Pulled In Many Directions

Not-so-daily rambings about my life and my thoughts

Tuesday, August 02, 2005

M is For Malaysia.

And for Motorbike -- about a billion seem to exist on the streets of Penang.

And for Murtabak -- a kind of egg type pancake with chicken or some other kind of meat in it. Pretty tasty.

And for Muslim -- you know you're not anywhere near your home anymore the minute you get out of the plane and see the health clinic sign in the airport is designated with not a red cross sign but a red crescent.

Malaysia is probably going to be the only country heavily influenced by Islamic teachings that I will visit in my lifetime. It was a real interesting experience, to be surrounded by women wearing head scarves and to be in a place where there seemed to be a mosque on every street corner. Some of the mosques were quite beautiful on the outside. I would have liked to have gone inside a few as well, but was afraid someone would take my request as treating a mosque like it was Disneyland. Probably not a very good idea, really.

Also in the same vein, I have never seen somany women dressed in these Big Black Burqas before. (From here, knows as a BBB.) Malaysia apparently is very very popular at this time of the year for people who live in the Middle East. It's definitely a much cooler place, to be sure! I'm not at all trying to make a political point here, if that is what they choose to believe in then, all the power to them. Still, it was really hot in Malaysia when I was there (and it didn't rain heavily at all, thank God.) and my only thought whenever I saw a woman in one of those coverups was, "My God you must be really hot wearing that!" I felt bad for them for only that reason.

I also have to admit when I was in Starbucks one day there a Muslim couple was sitting at the table next to me, and I couldn't help wondering how the woman was going to drink her coffee -- was she going to use a straw? Was she going to put the coffee under her veil? Apparently that is what she did, but I think she made sure she stayed covered up on her husband's side.

Islam came to the country centuries ago, but it was not the product of any won holy war. The government allows women who practice Islam the freedom to choose whether to wear a head scarf or not.

Apparently Malaysia is this great melting pot culture. It's really something to see this great mix f people, even more pronounced than what I saw in Singapore, certainly more pronounced than here in Hong Kong. The Malaysians are well known for knowing a number of different languages (usually being fluent in Chinese, Malay and English, at least, not taking into account the different Chinese and Indian dialects that exist as well.)

Ali, the limousine taxi driver who picked me up from the airport, seemed especially proud of his country for being a very welcoming country, home to many different kinds of people. He also proceeded to talk my ear off about Malaysia's many accomplishments and their strong resources in rubber and palm oil. I really enjoyed talking to him.

All of the Malaysians I met were really open, warm and friendly. The ladies who ran the hostel I first stayed in were very helpful and good to hang out with. They let me have my first taste of durian fruit as well.

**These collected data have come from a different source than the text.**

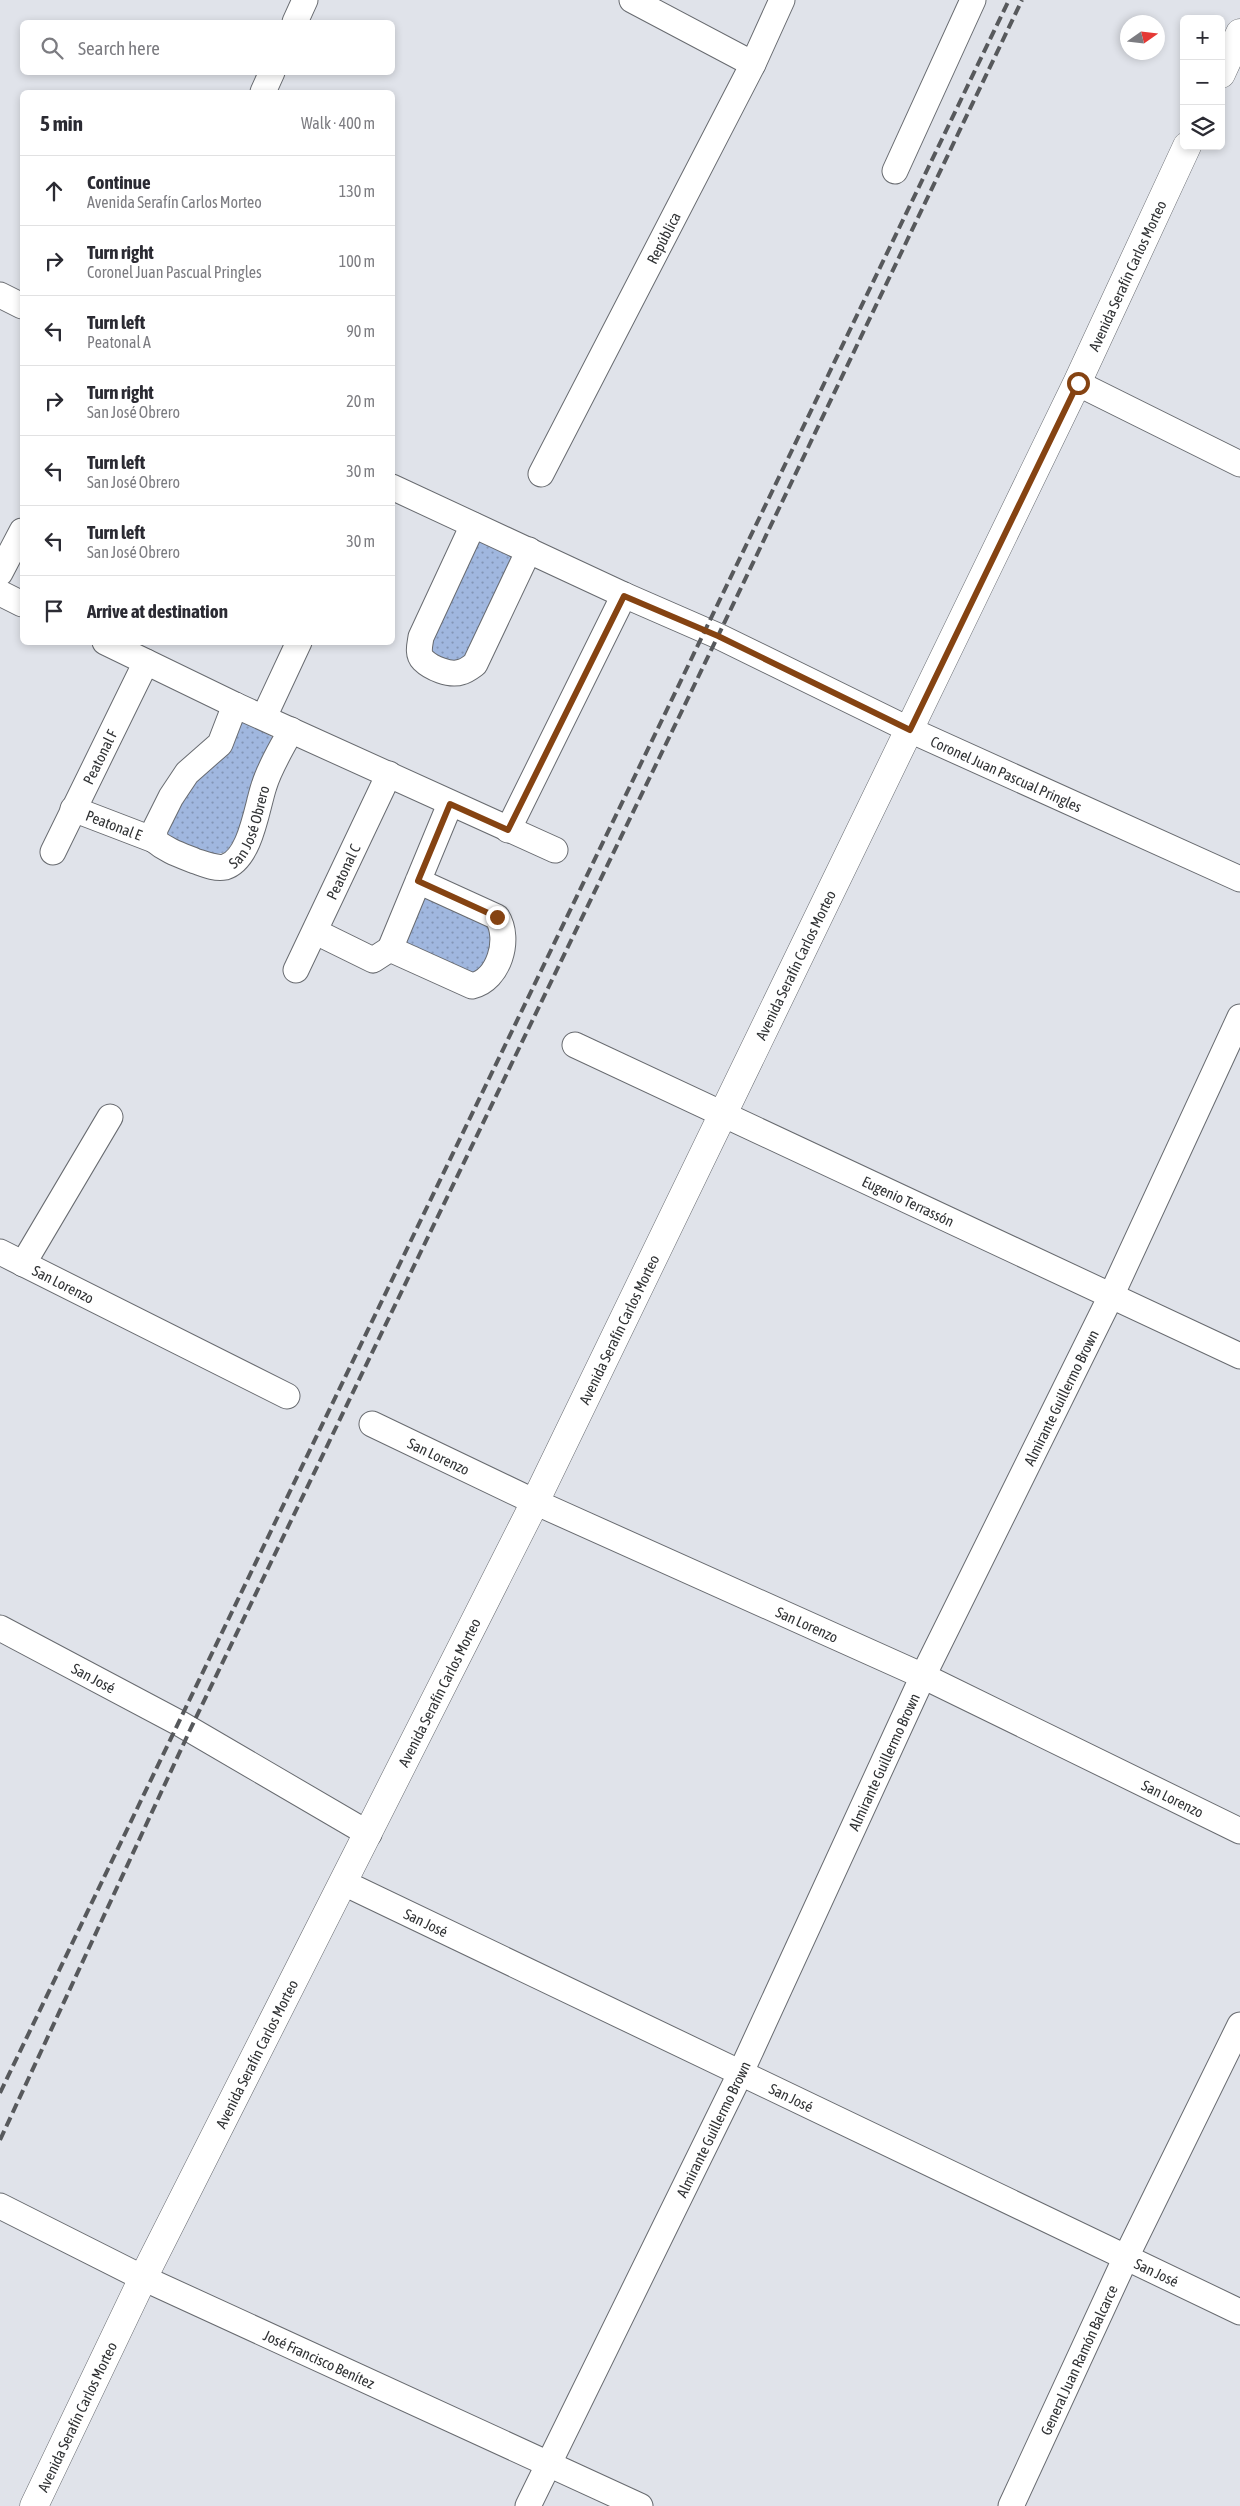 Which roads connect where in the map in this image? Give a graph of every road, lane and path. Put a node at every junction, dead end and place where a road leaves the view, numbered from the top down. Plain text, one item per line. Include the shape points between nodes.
1 (305, 0) edge
2 (632, 0) edge
3 (782, 0) edge
4 (973, 0) edge
5 (296, 20) edge
6 (1240, 33) edge
7 (752, 64) junction
8 (1225, 65) edge
9 (271, 75) edge
10 (264, 90) edge
11 (1186, 150) edge
12 (895, 171) dead end
13 (1078, 383) junction
14 (1240, 464) edge
15 (541, 474) dead end
16 (395, 488) edge
17 (473, 525) junction
18 (20, 535) edge
19 (529, 550) junction
20 (0, 573) edge
21 (0, 593) edge
22 (624, 596) junction
23 (20, 603) edge
24 (111, 645) edge
25 (298, 645) edge
26 (146, 662) junction
27 (235, 705) junction
28 (264, 716) junction
29 (291, 730) junction
30 (910, 730) junction
31 (389, 774) junction
32 (450, 804) junction
33 (73, 809) junction
34 (508, 830) junction
35 (154, 840) junction
36 (554, 850) dead end
37 (53, 852) dead end
38 (1240, 879) edge
39 (418, 881) junction
40 (316, 932) junction
41 (390, 949) junction
42 (296, 970) dead end
43 (1240, 1018) edge
44 (575, 1045) dead end
45 (723, 1114) junction
46 (110, 1117) dead end
47 (0, 1252) edge
48 (23, 1264) junction
49 (1110, 1296) junction
50 (1240, 1356) edge
51 (288, 1396) dead end
52 (372, 1424) dead end
53 (535, 1502) junction
54 (0, 1628) edge
55 (923, 1676) junction
56 (1240, 1831) edge
57 (369, 1834) junction
58 (344, 1882) junction
59 (1240, 2025) edge
60 (741, 2072) junction
61 (0, 2206) edge
62 (1126, 2257) junction
63 (143, 2278) junction
64 (1240, 2312) edge
65 (548, 2462) junction
66 (34, 2506) edge
67 (528, 2506) edge
68 (640, 2506) edge
69 (1011, 2506) edge

1 - 5 street
2 - 7 street
3 - 7 street, República
4 - 12 street
6 - 8 main road
7 - 15 street, República
9 - 10 street
11 - 13 main road, Avenida Serafín Carlos Morteo
13 - 14 street
13 - 30 main road, Avenida Serafín Carlos Morteo
16 - 17 street, Coronel Juan Pascual Pringles
17 - 19 street, Coronel Juan Pascual Pringles
17 - 19 street via 421,637 419,650 422,660 439,670 454,674 475,664
18 - 20 street
19 - 22 street, Coronel Juan Pascual Pringles
21 - 23 street
22 - 30 street, Coronel Juan Pascual Pringles via 718,636
22 - 34 street
24 - 26 street
25 - 28 street
26 - 27 street
26 - 33 street, Peatonal F
27 - 28 street
27 - 35 street via 220,744 187,773 155,829
28 - 29 street
29 - 31 street
29 - 35 street, San José Obrero via 268,775 255,825 236,859 226,866 210,867 168,851
30 - 38 street, Coronel Juan Pascual Pringles
30 - 45 main road, Avenida Serafín Carlos Morteo
31 - 32 street
31 - 40 street, Peatonal C
32 - 34 street
32 - 39 street
33 - 35 street, Peatonal E
33 - 37 street, Peatonal F
34 - 36 street
39 - 41 street
39 - 41 street via 497,917 503,927 498,962 490,977 482,984 472,986
40 - 41 street via 373,960
40 - 42 street, Peatonal C
43 - 49 street, Almirante Guillermo Brown
44 - 45 street, Eugenio Terrassón
45 - 49 street, Eugenio Terrassón
45 - 53 main road, Avenida Serafín Carlos Morteo
46 - 48 street
47 - 48 street, San Lorenzo
48 - 51 street, San Lorenzo
49 - 50 street, Eugenio Terrassón
49 - 55 street, Almirante Guillermo Brown
52 - 53 street, San Lorenzo
53 - 55 street, San Lorenzo
53 - 57 main road, Avenida Serafín Carlos Morteo
54 - 57 street, San José via 179,1723
55 - 56 street, San Lorenzo
55 - 60 street, Almirante Guillermo Brown
57 - 58 main road, Avenida Serafín Carlos Morteo
58 - 60 street, San José
58 - 63 main road, Avenida Serafín Carlos Morteo
59 - 62 street, General Juan Ramón Balcarce
60 - 62 street, San José
60 - 65 street, Almirante Guillermo Brown
61 - 63 street, José Francisco Benítez
62 - 64 street, San José
62 - 69 street, General Juan Ramón Balcarce
63 - 65 street, José Francisco Benítez
63 - 66 main road, Avenida Serafín Carlos Morteo
65 - 67 street, Almirante Guillermo Brown
65 - 68 street, José Francisco Benítez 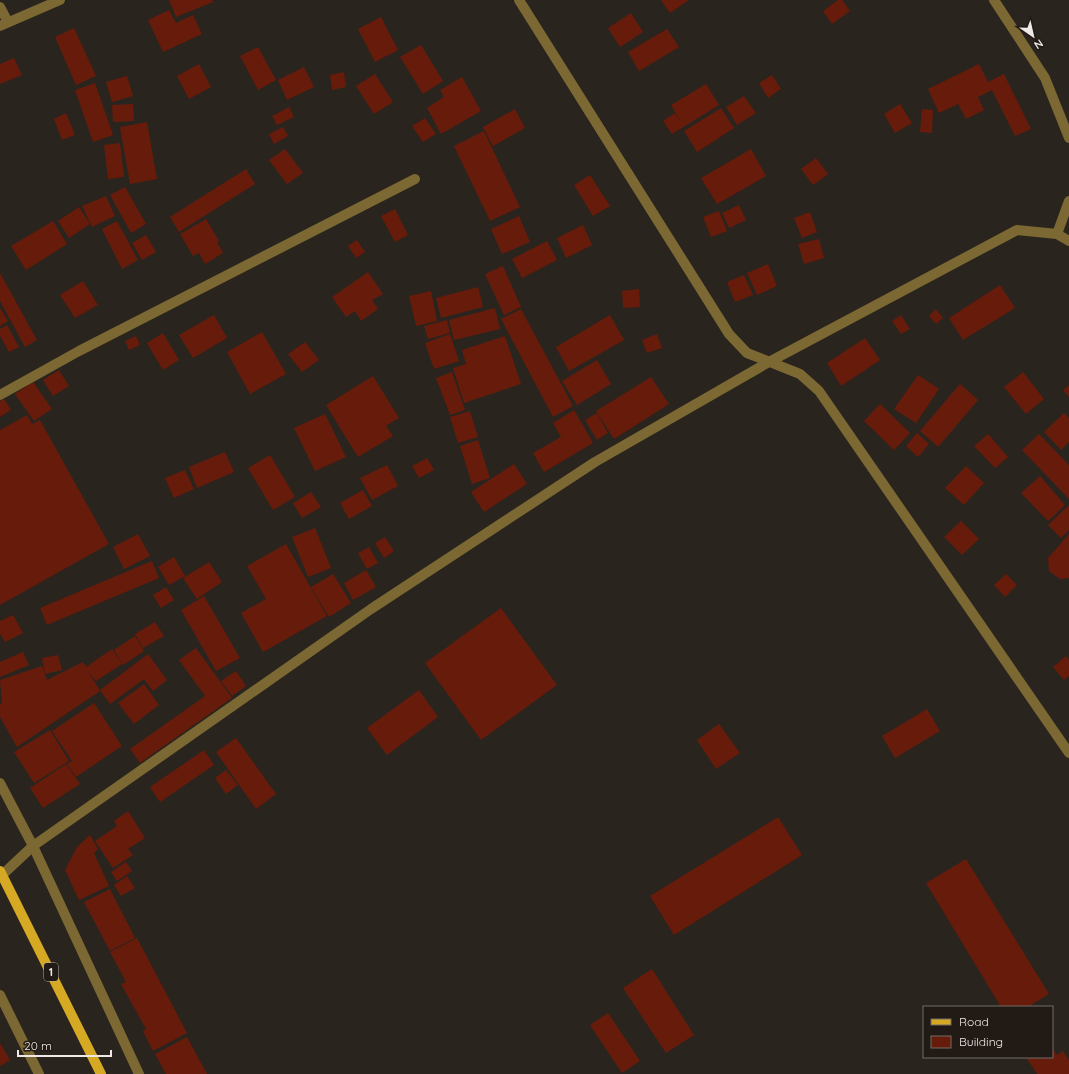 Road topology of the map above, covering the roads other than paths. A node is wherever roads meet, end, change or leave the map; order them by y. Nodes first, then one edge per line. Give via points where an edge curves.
1 (60, 0) edge
2 (519, 0) edge
3 (994, 0) edge
4 (0, 7) edge
5 (4, 24) edge
6 (1069, 138) edge
7 (415, 179) dead end
8 (1069, 201) edge
9 (1057, 234) junction
10 (1069, 241) edge
11 (769, 362) junction
12 (0, 395) edge
13 (1069, 753) edge
14 (0, 783) edge
15 (33, 846) junction
16 (1, 873) edge
17 (0, 995) edge
18 (39, 1074) edge
19 (101, 1074) edge
20 (139, 1074) edge

1 - 5 street
2 - 11 street via 729,334 747,353
3 - 6 street via 1045,78
4 - 5 street
7 - 12 street via 79,351
8 - 9 street
9 - 10 street
9 - 11 street via 1017,230
11 - 13 street via 800,374 820,391
11 - 15 street via 582,470 371,609
14 - 15 street
15 - 16 street
15 - 20 street
16 - 19 main road, 1
17 - 18 street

Now, durian is a fruit, but it is so far removed from anything anyone would ever think of when they hear the word fruit. This ain't no strawberry! One of the women who was staying there said it reminded her of a cross between a banana and a potato. I think that is true about the consistency of the fruit, but as for taste, it's very strong and sharp. It's garlicky, but has an alcoholic aftertaste, and there is also something very spicy about it, like anise seed or fennel or something. So I guess if you ate garlic mashed potatoes (more garlic than potato) and then chased that with a shot of sambuca, that is probably as close as you would get to having durian.

Penang was also nice to stay at, though a bit more quiet, obviously. One of the things I saw that really impressed me is called the "Khoo Association House," a kind of house for the Khoo clan of Penang. It's where they go to meet up with each other and strengthen their family bond.

This house was built in the 1800s, and the people building it just went all out. It dwarfed every past congsi (association house) built before it. And on the night it was finally completed, the roof caught fire. The Khoos then took that to mean the ancestors weren't too happy with the grand scale and thought that they should scale back their idea a bit. Still, even after all that, the place is mother-huge, and on the way to the Khoo Congsi, you have to pass by the Yap Congsi, which looks like a kiddie clubhouse in comparison.

And (before I forget) M is also for mosquito. I didn't technically come home with any souvenirs, but sure have a whole mess of bug bites on my legs from staying in the hostel in Penang.

I'm going to end this here but may make a Malaysia Part Two entry as I feel I still have a lot to say. And once I reformat the pictures I took, I will add those in here also.